#### [What you are asked to do]
Please return every line below that contains the string "roads".

Records from a data source
▬▬▬▬▬▬▬▬▬▬

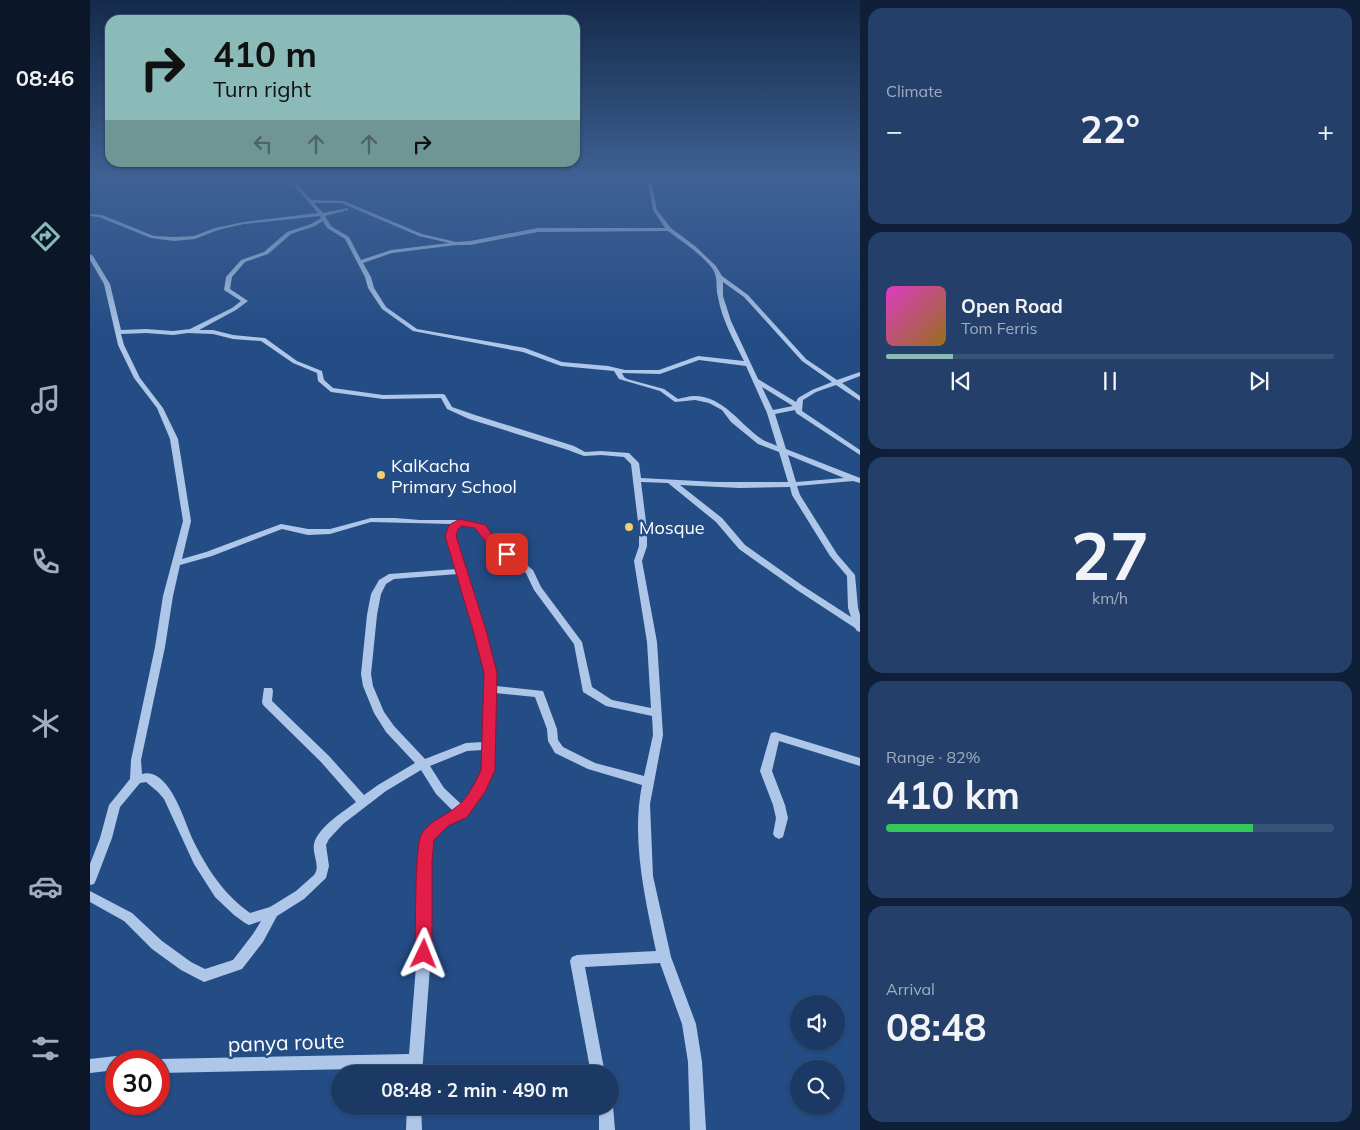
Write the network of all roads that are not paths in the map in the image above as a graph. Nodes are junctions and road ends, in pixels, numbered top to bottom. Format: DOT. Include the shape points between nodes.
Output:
graph roads {
  1 [pos="140,232"];
  2 [pos="210,232"];
  3 [pos="293,232"];
  4 [pos="337,232"];
  5 [pos="413,232"];
  6 [pos="529,232"];
  7 [pos="672,232"];
  8 [pos="457,242"];
  9 [pos="90,256"];
  10 [pos="359,262"];
  11 [pos="720,277"];
  12 [pos="188,331"];
  13 [pos="118,332"];
  14 [pos="749,364"];
  15 [pos="617,370"];
  16 [pos="860,374"];
  17 [pos="755,379"];
  18 [pos="836,382"];
  19 [pos="860,399"];
  20 [pos="798,407"];
  21 [pos="771,413"];
  22 [pos="782,449"];
  23 [pos="860,453"];
  24 [pos="637,480"];
  25 [pos="857,480"];
  26 [pos="670,482"];
  27 [pos="792,485"];
  28 [pos="460,522"];
  29 [pos="175,564"];
  30 [pos="462,572"];
  31 [pos="855,575"];
  32 [pos="859,627"];
  33 [pos="492,689"];
  34 [pos="268,691"];
  35 [pos="656,713"];
  36 [pos="487,746"];
  37 [pos="860,762"];
  38 [pos="422,764"];
  39 [pos="136,780"];
  40 [pos="648,782"];
  41 [pos="364,803"];
  42 [pos="461,812"];
  43 [pos="779,834"];
  44 [pos="90,880"];
  45 [pos="90,896"];
  46 [pos="272,912"];
  47 [pos="664,957"];
  48 [pos="105,1065"];
  49 [pos="415,1065"];
  50 [pos="596,1065"];
  51 [pos="90,1066"];
  52 [pos="170,1066"];
  53 [pos="331,1067"];
  54 [pos="414,1115"];
  55 [pos="606,1115"];
  56 [pos="414,1130"];
  57 [pos="607,1130"];
  58 [pos="698,1130"];
  1 -- 2 [label="street" via="174,239"];
  3 -- 12 [label="street" via="266,253 243,261 232,273 227,290 245,301 200,328"];
  4 -- 10 [label="street" via="348,238"];
  5 -- 8 [label="street"];
  6 -- 8 [label="street" via="470,243"];
  7 -- 11 [label="street" via="707,260"];
  8 -- 10 [label="street" via="391,252"];
  9 -- 13 [label="street" via="107,284"];
  10 -- 15 [label="street" via="370,288 384,308 415,330 525,350 561,364"];
  11 -- 14 [label="street" via="720,296 728,321"];
  11 -- 18 [label="street" via="746,296 804,360"];
  12 -- 13 [label="street"];
  12 -- 24 [label="street" via="263,339 295,362 320,372 321,381 331,390 383,397 443,396 449,408 584,454 626,455 635,463"];
  13 -- 29 [label="street" via="138,378 160,408 174,439 187,521"];
  14 -- 15 [label="street" via="698,358 660,372"];
  14 -- 17 [label="street"];
  15 -- 22 [label="street" via="621,378 662,390 677,401 695,398 711,402 724,409 761,442"];
  16 -- 18 [label="street"];
  17 -- 20 [label="street"];
  17 -- 21 [label="street"];
  18 -- 19 [label="street"];
  18 -- 20 [label="street" via="800,399"];
  20 -- 21 [label="street"];
  20 -- 23 [label="street" via="798,412"];
  21 -- 22 [label="street"];
  22 -- 25 [label="street"];
  22 -- 27 [label="street"];
  24 -- 26 [label="street"];
  24 -- 35 [label="street" via="643,530 638,561 652,642"];
  25 -- 27 [label="street"];
  26 -- 27 [label="street"];
  26 -- 32 [label="street" via="719,520 742,547"];
  27 -- 31 [label="street" via="834,556"];
  28 -- 29 [label="street" via="371,520 330,531 308,532 281,526"];
  28 -- 30 [label="street" via="453,527 451,536"];
  28 -- 35 [label="street" via="482,527 497,547 530,572 537,588 579,644 587,688 604,701"];
  29 -- 39 [label="street" via="136,760"];
  30 -- 33 [label="street" via="489,664"];
  30 -- 38 [label="street" via="386,578 376,594 366,674 368,686 379,713 390,729"];
  31 -- 32 [label="street" via="853,608"];
  33 -- 36 [label="street"];
  33 -- 40 [label="street" via="538,694 552,730 553,742 559,750 592,766"];
  34 -- 41 [label="street" via="267,702"];
  35 -- 40 [label="street" via="658,735"];
  36 -- 38 [label="street" via="466,747"];
  36 -- 42 [label="street" via="488,770 480,788"];
  37 -- 43 [label="street" via="775,736 766,771 782,818"];
  38 -- 41 [label="street"];
  38 -- 42 [label="street" via="440,791"];
  39 -- 44 [label="street" via="115,806"];
  39 -- 46 [label="street" via="147,777 155,781 170,797 197,858 222,899 249,919"];
  40 -- 47 [label="street" via="644,804 647,876"];
  41 -- 46 [label="street" via="324,836 320,845 322,874 318,879 300,895"];
  42 -- 49 [label="street" via="443,822 427,837 424,954"];
  45 -- 46 [label="street" via="128,917 157,945 204,976 238,965"];
  47 -- 50 [label="street" via="577,961"];
  47 -- 58 [label="street" via="689,1024 695,1062"];
  48 -- 51 [label="street"];
  52 -- 53 [label="street, panya route"];
  54 -- 56 [label="street"];
  55 -- 57 [label="street"];
}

▬▬▬▬▬▬▬▬▬▬

#### [Reply to the exercise]
Write the network of all roads that are not paths in the map in the image above as a graph. Nodes are junctions and road ends, in pixels, numbered top to bottom. Format: DOT. Include the shape points between nodes.
graph roads {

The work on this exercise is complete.